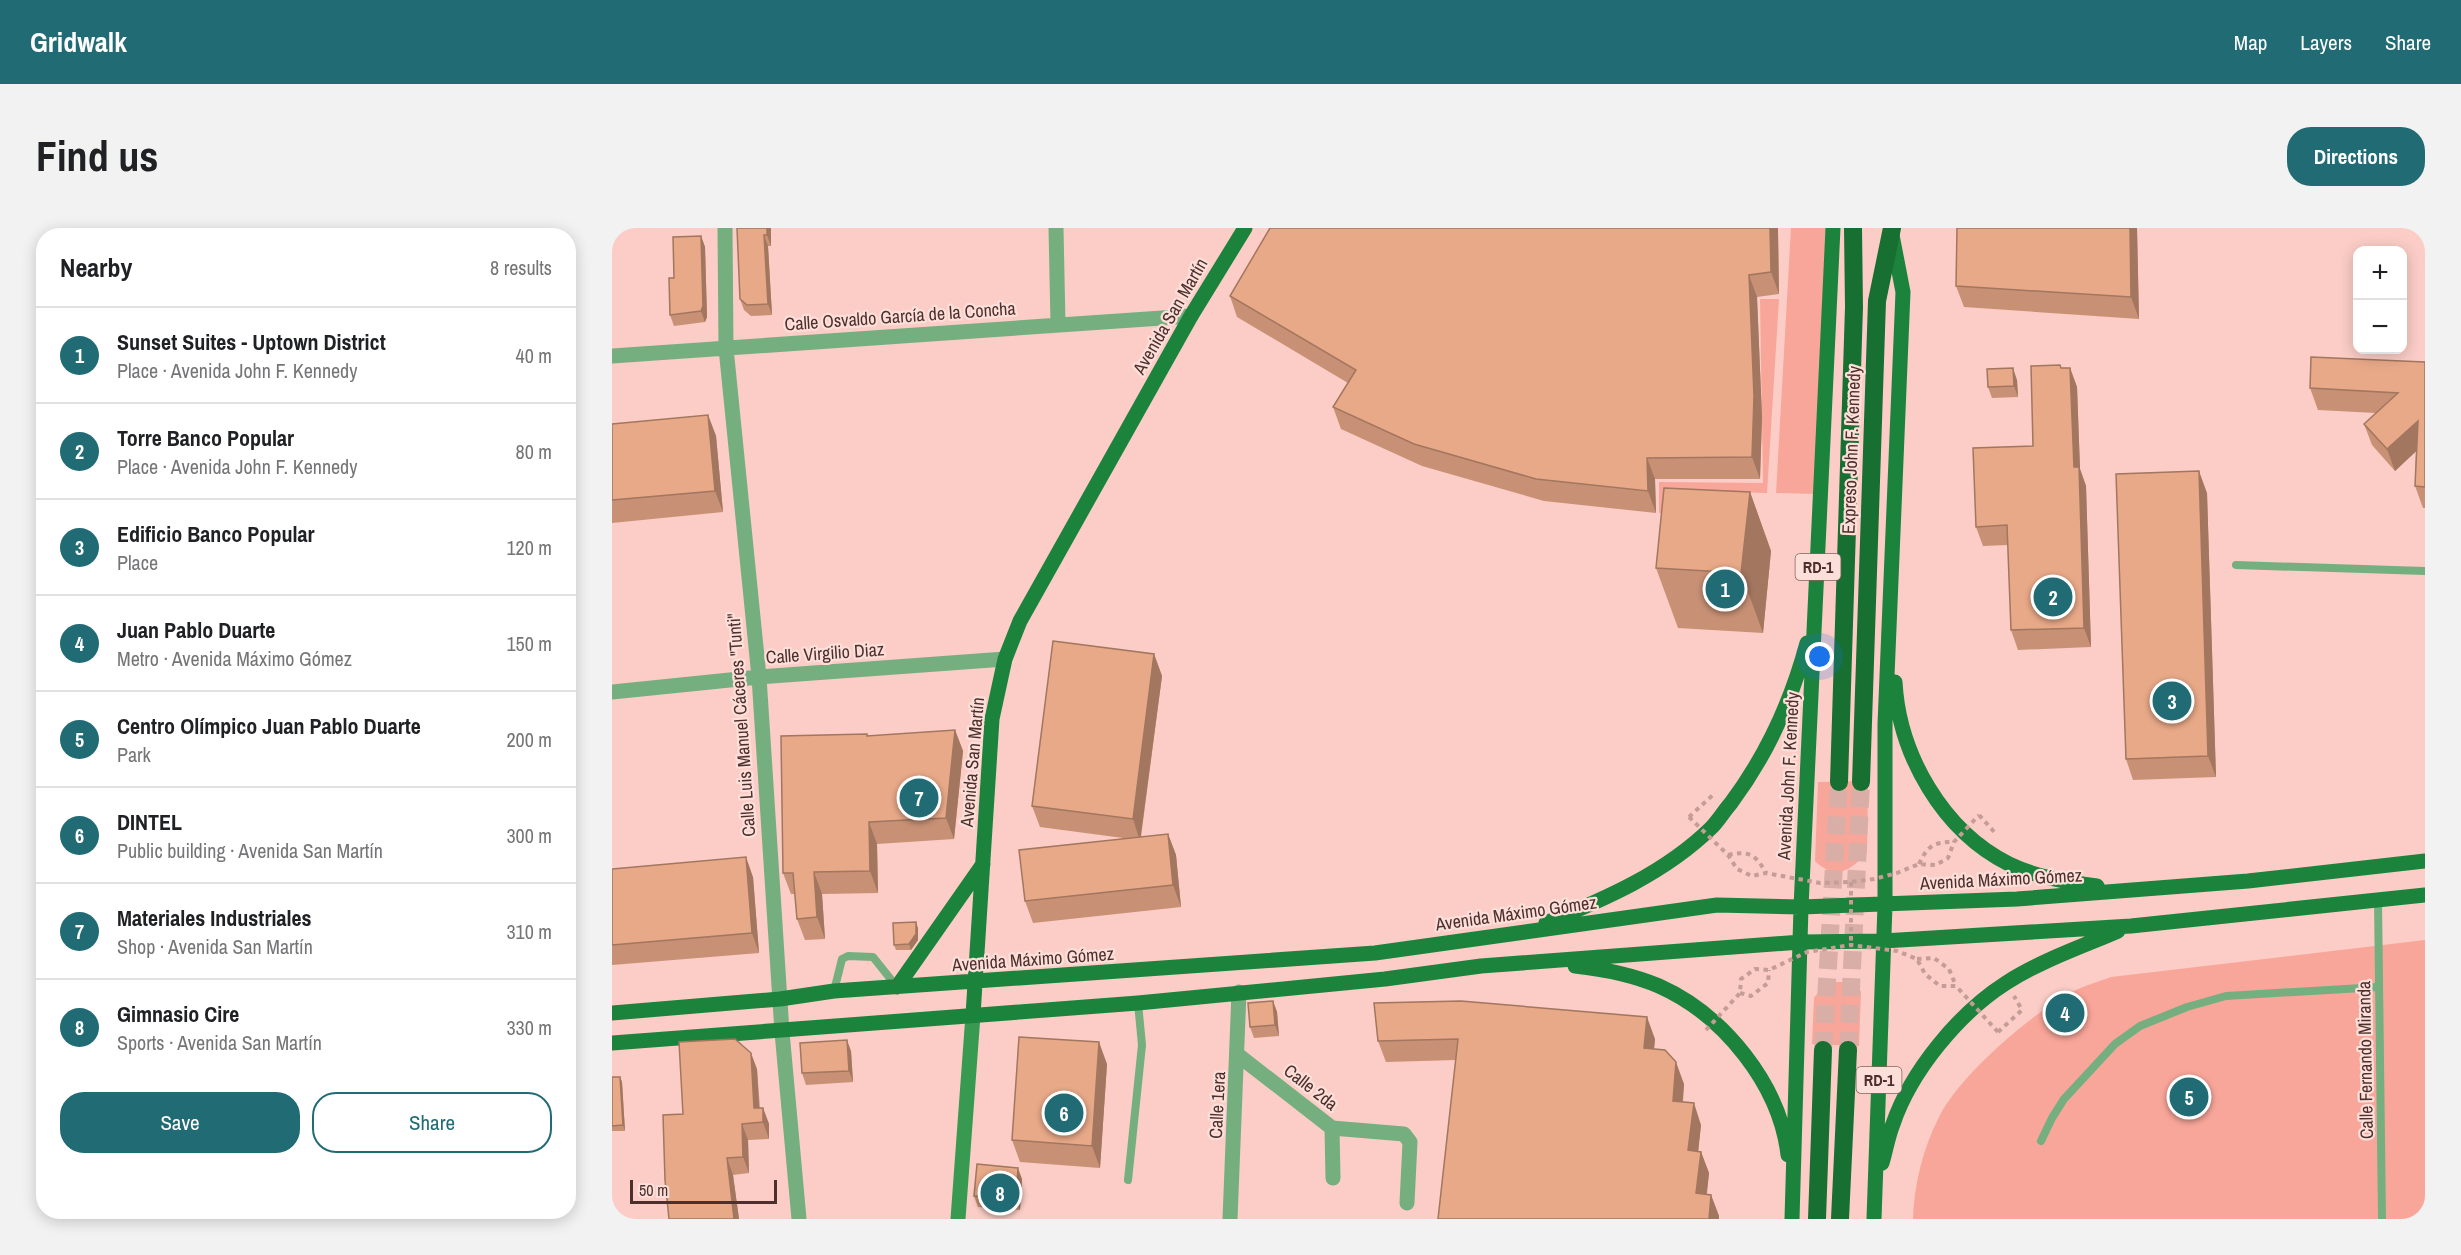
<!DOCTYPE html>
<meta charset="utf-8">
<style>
:root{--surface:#fff;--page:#f2f2f2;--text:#202124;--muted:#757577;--line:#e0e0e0;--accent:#216b75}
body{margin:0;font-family:"Archivo Narrow",sans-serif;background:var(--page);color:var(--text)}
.controls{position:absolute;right:18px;top:18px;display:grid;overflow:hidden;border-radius:12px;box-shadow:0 3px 15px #0003}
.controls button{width:54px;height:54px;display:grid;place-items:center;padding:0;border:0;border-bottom:2px solid var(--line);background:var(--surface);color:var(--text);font:30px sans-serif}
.scale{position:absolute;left:18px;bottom:15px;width:147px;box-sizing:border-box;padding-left:6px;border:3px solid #4d302c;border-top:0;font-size:16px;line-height:21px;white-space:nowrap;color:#4d302c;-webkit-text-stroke:4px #fddfda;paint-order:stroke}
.you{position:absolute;left:1208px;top:429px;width:21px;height:21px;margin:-15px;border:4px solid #fff;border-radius:50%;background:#1a73e8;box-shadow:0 0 0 9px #1a73e833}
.badge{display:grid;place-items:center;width:39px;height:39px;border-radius:50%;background:var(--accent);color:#fff;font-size:20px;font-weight:700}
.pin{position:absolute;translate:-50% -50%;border:3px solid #fff;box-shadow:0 2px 6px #0006}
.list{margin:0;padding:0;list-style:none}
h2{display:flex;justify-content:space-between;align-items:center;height:78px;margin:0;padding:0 24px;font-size:26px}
h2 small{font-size:20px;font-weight:400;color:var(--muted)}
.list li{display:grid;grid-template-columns:39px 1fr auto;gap:18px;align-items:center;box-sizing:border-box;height:96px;padding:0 24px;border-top:2px solid var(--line)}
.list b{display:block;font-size:22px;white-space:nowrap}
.list p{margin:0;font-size:20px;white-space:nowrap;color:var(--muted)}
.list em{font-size:20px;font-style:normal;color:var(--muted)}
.actions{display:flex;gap:12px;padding:18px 24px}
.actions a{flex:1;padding:14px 0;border:2px solid var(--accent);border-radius:24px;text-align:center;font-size:21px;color:var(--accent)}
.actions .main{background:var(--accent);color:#fff}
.map{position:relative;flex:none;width:1813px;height:991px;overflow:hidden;border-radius:24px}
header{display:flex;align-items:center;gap:36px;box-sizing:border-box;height:84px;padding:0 30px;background:var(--accent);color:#fff}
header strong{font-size:28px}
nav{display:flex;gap:33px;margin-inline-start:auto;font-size:21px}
.intro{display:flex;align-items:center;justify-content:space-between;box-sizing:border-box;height:144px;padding:0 36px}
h1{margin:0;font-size:42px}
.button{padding:15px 27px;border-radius:24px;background:var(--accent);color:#fff;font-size:21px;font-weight:700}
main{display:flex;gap:36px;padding:0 36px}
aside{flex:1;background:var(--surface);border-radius:24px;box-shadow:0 3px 15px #0003}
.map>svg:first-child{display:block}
.green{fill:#f9a69a}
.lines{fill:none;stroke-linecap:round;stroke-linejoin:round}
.highway-tunnel{stroke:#d8aea7;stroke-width:18;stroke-dasharray:18 9;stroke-linecap:butt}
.path{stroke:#c59c96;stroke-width:4;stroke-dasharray:4.5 4.5;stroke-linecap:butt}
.lane{stroke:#75af7f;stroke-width:8}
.street{stroke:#75af7f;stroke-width:15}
.secondary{stroke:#389950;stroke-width:15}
.primary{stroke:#1c833c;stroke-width:15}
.highway{stroke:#176f31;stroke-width:18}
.path-bridge{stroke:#c59c96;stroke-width:4;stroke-dasharray:4.5 4.5;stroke-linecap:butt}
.wall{fill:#c89175}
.shaded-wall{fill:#a2765f}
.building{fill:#e8a988;stroke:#a2765f;stroke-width:1.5}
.labels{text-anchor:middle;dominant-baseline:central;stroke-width:4.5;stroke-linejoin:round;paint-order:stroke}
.shield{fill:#fddfda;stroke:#826460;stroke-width:1.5}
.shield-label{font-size:16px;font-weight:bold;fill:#4d302c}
.street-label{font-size:18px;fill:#4d302c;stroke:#fddfda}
</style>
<header>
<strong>Gridwalk</strong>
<nav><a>Map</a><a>Layers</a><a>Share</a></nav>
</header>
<div class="intro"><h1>Find us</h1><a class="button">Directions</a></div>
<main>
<aside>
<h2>Nearby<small>8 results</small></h2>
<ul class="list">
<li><span class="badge">1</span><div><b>Sunset Suites - Uptown District</b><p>Place · Avenida John F. Kennedy</p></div><em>40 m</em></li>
<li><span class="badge">2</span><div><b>Torre Banco Popular</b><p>Place · Avenida John F. Kennedy</p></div><em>80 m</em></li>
<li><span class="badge">3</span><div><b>Edificio Banco Popular</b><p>Place</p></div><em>120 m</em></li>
<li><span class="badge">4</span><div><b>Juan Pablo Duarte</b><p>Metro · Avenida Máximo Gómez</p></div><em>150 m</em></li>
<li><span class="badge">5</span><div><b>Centro Olímpico Juan Pablo Duarte</b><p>Park</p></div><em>200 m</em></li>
<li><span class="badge">6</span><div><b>DINTEL</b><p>Public building · Avenida San Martín</p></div><em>300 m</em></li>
<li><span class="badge">7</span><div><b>Materiales Industriales</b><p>Shop · Avenida San Martín</p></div><em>310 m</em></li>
<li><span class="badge">8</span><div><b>Gimnasio Cire</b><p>Sports · Avenida San Martín</p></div><em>330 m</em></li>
</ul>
<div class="actions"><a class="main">Save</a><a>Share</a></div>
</aside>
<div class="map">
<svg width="1813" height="991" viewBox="0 0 1813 991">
<rect width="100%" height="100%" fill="#fbcdc6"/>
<path class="green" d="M 1179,0 L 1217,0 L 1205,266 L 1164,265 Z
M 1148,71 L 1167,71 L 1155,265 L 1055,262 L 1055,284 L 1047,285 L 1047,254 L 1151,255 Z
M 1256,553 L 1255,625 C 1237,644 1223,652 1203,633 L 1206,554 Z
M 1813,712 L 1813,991 L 1301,991 C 1302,957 1311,920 1327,889 C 1348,847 1416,789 1456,766 C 1469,759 1485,754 1499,749 Z
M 1214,754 L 1234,754 L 1249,763 L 1247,818 L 1200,816 L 1202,770 Z"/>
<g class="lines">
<path class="highway-tunnel" d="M 1211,822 L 1227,554
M 1236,822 L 1249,554"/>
<path class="path" d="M 1367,587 L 1385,607
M 1077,589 L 1103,565
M 1116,627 C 1137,622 1144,627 1154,645
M 1386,804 L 1410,782 L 1402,768"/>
<path class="lane" d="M 1624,337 L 1813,343
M 1766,672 L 1770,991
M 222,763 L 230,731 L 236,728 L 261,729 L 285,759
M 1429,913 L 1440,890 L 1452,871 L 1503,816 L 1528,798 L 1575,779 L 1614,768 L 1767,759
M 516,952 L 530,817 L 526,775"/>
<path class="street" d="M 113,0 L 114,120 L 147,449 L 170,804 L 187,991
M 444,0 L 446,96
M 0,128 L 579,88
M 0,464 L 147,449 L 393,431
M 626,827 L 720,900 L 792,906 L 798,914 L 795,975
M 720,900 L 721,950
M 618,991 L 627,764"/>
<path class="secondary" d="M 346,991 L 361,787"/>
<path class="primary" d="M 1283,454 C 1287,527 1331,603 1397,636 C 1424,649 1455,654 1485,658
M 934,695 C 993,671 1053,645 1099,600 C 1106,593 1112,583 1119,575 C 1154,528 1180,471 1195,415
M 963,738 C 991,741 1021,747 1047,758 C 1112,787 1168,857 1176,927
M 285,759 L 371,636
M 0,785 L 168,771 L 222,763 L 763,725 L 1105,677 L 1189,679 L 1405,671 L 1636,653 L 1813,633
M 361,787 L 380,491 L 393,431 L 408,393 L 579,88 L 633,0
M 0,815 L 526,775 L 773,751 L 869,738 L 1189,714 L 1271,713 L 1519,698 L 1813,667
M 1270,935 C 1274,922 1276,908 1281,896 C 1299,843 1347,785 1394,755 C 1428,733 1469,719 1506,703
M 1180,991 L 1189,679 L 1221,0
M 1262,991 L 1273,677 L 1273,496 L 1291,64 L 1280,7"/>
<path class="highway" d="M 1227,554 L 1242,79 L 1241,0
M 1249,554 L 1265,73 L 1280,0
M 1205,991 L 1211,822
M 1228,991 L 1236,822"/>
<path class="path-bridge" d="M 1077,589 L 1116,627 L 1125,641 L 1140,648 L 1154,645 L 1208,655 L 1239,654 L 1262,651 L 1285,645 L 1307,636 L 1324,637 L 1336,630 L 1342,614 L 1367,587
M 1307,636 C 1316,617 1322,614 1342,614
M 1239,654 L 1239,716
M 1305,731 L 1322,730 L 1337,741 L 1344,758
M 1128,765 L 1139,768 L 1156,755 L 1157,742
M 1094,802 L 1128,765 L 1129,751 L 1143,741 L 1157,742 L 1195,724 L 1239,717 L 1285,723 L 1305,731 L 1313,746 L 1328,758 L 1344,758 L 1386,804"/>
</g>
<path class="wall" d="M 125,0 L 159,0 L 159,18 L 156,18 L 160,87 L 139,88 L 132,82 L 128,71 Z
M 1345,0 L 1525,0 L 1527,91 L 1352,79 L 1344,58 Z
M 1166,3 L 1167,66 L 1145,69 L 1150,189 L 1148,251 L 1043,251 L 1044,285 L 932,273 L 810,238 L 729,201 L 721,179 L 736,155 L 625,89 L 618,68 Z
M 89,8 L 93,19 L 95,89 L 93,94 L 62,98 L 58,87 L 62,50 Z
M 1813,134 L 1813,280 L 1811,280 L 1803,258 L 1804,223 L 1783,243 L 1760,217 L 1752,196 L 1764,185 L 1706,182 L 1698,160 Z
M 1448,137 L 1449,140 L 1458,140 L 1465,159 L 1468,241 L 1474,258 L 1479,419 L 1406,422 L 1399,402 L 1396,317 L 1371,318 L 1364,299 L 1421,218 Z
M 1405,152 L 1406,169 L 1380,170 L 1376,159 Z
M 96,187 L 104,208 L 111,284 L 0,295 L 0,196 Z
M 1138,264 L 1159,323 L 1151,405 L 1066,400 L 1044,340 Z
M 1595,265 L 1604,549 L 1521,552 L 1514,531 Z
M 542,426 L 550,448 L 529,609 L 556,606 L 564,627 L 569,679 L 421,695 L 413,673 L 511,610 L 428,599 L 420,578 Z
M 343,502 L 351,523 L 342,611 L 265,616 L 266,665 L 210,666 L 213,711 L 193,712 L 185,691 L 183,666 L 179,666 L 171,645 L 256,508 Z
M 0,641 L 141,649 L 147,725 L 0,737 Z
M 306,700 L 306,712 L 299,722 L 284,722 L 282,717 Z
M 661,773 L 665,784 L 667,808 L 642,810 L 638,799 Z
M 762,775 L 1043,811 L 1042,821 L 1072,856 L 1071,874 L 1089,897 L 1086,923 L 1089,924 L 1097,945 L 1095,966 L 1099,967 L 1107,988 L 1107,991 L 827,991 L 844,832 L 774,834 L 766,813 Z
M 239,823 L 241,854 L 194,857 L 190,845 Z
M 495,836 L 488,940 L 408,934 L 400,912 Z
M 145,841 L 148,880 L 151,880 L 157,896 L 157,911 L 136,912 L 137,945 L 121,947 L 127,991 L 57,991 Z
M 0,849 L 8,849 L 10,854 L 13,903 L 0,903 Z
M 410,951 L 408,982 L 366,979 L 362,968 Z"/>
<path class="shaded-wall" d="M 155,0 L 159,0 L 159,18 L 155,7 Z
M 1158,0 L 1166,0 L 1166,3 L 1167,66 L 1159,44 Z
M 1518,0 L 1525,0 L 1527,91 L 1519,69 Z
M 152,7 L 156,18 L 160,87 L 156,76 Z
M 89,8 L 93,19 L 95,89 L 93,94 L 89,83 Z
M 1137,47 L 1145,69 L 1150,189 L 1148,251 L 1140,229 Z
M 1401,140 L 1405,152 L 1406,169 L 1402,158 Z
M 1458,140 L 1465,159 L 1468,241 L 1474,258 L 1479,419 L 1472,400 L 1462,239 Z
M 96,187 L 104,208 L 111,284 L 103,263 Z
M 1806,193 L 1813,215 L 1783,243 L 1775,221 Z
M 1035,230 L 1043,251 L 1044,285 L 1036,263 Z
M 1587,243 L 1595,265 L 1604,549 L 1596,528 Z
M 1138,264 L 1159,323 L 1151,405 L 1129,345 Z
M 542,426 L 550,448 L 528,613 L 521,591 Z
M 343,502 L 351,523 L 342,611 L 334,590 Z
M 257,594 L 265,616 L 266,665 L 258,643 Z
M 556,606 L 564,627 L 569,679 L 561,657 Z
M 134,629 L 141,649 L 147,725 L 140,705 Z
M 202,644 L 210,666 L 213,711 L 205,689 Z
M 304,694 L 306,700 L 306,712 L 299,722 L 297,716 Z
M 661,773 L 665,784 L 667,808 L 663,797 Z
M 1035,789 L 1043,811 L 1040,842 L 1032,820 Z
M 235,812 L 239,823 L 241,854 L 237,843 Z
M 487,814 L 495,836 L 488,940 L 480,918 Z
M 139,825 L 145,841 L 148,896 L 142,880 Z
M 1064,834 L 1072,856 L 1069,894 L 1061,873 Z
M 8,849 L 10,854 L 13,903 L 11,897 Z
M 1082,875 L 1089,897 L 1084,944 L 1076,922 Z
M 151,880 L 157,896 L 157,911 L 151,894 Z
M 130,896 L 136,912 L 137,945 L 131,929 Z
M 1089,924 L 1097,945 L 1092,987 L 1084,965 Z
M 115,930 L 121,947 L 127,991 L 122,991 Z
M 406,940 L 410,951 L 408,982 L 404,971 Z
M 1099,967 L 1107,988 L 1107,991 L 1097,991 Z"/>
<path class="building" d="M 125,0 L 155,0 L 155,7 L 152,7 L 156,76 L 135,77 L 128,71 Z
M 658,0 L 1158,0 L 1159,44 L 1137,47 L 1142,168 L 1140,229 L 1035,230 L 1036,263 L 924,251 L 802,216 L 721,179 L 744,142 L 618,68 Z
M 1345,0 L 1518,0 L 1519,69 L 1344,58 Z
M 89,8 L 91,78 L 89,83 L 58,87 L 57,50 L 62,50 L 61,9 Z
M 1699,129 L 1813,134 L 1813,259 L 1803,258 L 1806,193 L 1775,221 L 1752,196 L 1786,165 L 1698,160 Z
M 1448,137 L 1449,140 L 1458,140 L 1462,239 L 1467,239 L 1472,400 L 1399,402 L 1395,297 L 1364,299 L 1361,220 L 1421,218 L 1419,138 Z
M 1401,140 L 1402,158 L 1376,159 L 1375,141 Z
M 96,187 L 103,263 L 0,272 L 0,196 Z
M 1587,243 L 1596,528 L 1514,531 L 1504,246 Z
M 1052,260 L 1138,264 L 1129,345 L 1044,340 Z
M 441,413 L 542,426 L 521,591 L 420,578 Z
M 343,502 L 334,590 L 257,594 L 258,643 L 202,644 L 205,689 L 185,691 L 181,645 L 171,645 L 169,508 L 255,506 L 255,508 Z
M 556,606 L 561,657 L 413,673 L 407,622 Z
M 134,629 L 140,705 L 0,717 L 0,641 Z
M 304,694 L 304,706 L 297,716 L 282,717 L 281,695 Z
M 661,773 L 663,797 L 638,799 L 636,775 Z
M 849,773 L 1035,789 L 1032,820 L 1053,822 L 1064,834 L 1061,873 L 1082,875 L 1076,922 L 1089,924 L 1084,965 L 1099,967 L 1097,991 L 826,991 L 846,811 L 766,813 L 762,775 Z
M 407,809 L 487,814 L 480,918 L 400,912 Z
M 123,811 L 139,825 L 142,880 L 151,880 L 151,894 L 130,896 L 131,929 L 115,930 L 122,991 L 57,991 L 53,952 L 51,887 L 71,886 L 67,814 Z
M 235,812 L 237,843 L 190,845 L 188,815 Z
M 0,849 L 8,849 L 11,897 L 0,898 Z
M 365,936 L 406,940 L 404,971 L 362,968 Z"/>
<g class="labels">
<g class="shield">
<rect x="1183.5" y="326" width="45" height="26" rx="4.5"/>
<rect x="1244.5" y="839" width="45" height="26" rx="4.5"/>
</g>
<g class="shield-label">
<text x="1206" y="339">RD-1</text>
<text x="1267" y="852">RD-1</text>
</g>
<g class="street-label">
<text transform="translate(288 88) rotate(-4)">Calle Osvaldo García de la Concha</text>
<text transform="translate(558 88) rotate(-60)">Avenida San Martín</text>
<text transform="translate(1239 222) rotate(-88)">Expreso John F. Kennedy</text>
<text transform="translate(213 425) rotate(-4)">Calle Virgilio Diaz</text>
<text transform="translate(129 497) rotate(-94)">Calle Luis Manuel Cáceres "Tunti"</text>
<text transform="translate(360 534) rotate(-85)">Avenida San Martín</text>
<text transform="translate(1176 548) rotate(-87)">Avenida John F. Kennedy</text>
<text transform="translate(1389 651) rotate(-3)">Avenida Máximo Gómez</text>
<text transform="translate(904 685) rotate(-8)">Avenida Máximo Gómez</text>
<text transform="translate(421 731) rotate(-4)">Avenida Máximo Gómez</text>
<text transform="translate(1753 832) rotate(-91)">Calle Fernando Miranda</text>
<text transform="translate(699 859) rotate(38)">Calle 2da</text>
<text transform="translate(605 877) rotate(-87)">Calle 1era</text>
</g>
</g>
</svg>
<div class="controls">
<button>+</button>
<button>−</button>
</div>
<div class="scale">50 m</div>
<div class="you"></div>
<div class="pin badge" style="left:1113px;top:361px">1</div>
<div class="pin badge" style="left:1441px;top:369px">2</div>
<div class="pin badge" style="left:1560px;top:473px">3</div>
<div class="pin badge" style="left:1453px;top:785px">4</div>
<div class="pin badge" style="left:1577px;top:869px">5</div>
<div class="pin badge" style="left:452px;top:885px">6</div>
<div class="pin badge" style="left:307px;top:570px">7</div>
<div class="pin badge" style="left:388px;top:965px">8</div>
</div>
</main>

══════════════════════════════

> **What is required**
Return every line of the listing above where "controls" appears.

> **Result for this exercise**
.controls{position:absolute;right:18px;top:18px;display:grid;overflow:hidden;border-radius:12px;box-shadow:0 3px 15px #0003}
.controls button{width:54px;height:54px;display:grid;place-items:center;padding:0;border:0;border-bottom:2px solid var(--line);background:var(--surface);color:var(--text);font:30px sans-serif}
<div class="controls">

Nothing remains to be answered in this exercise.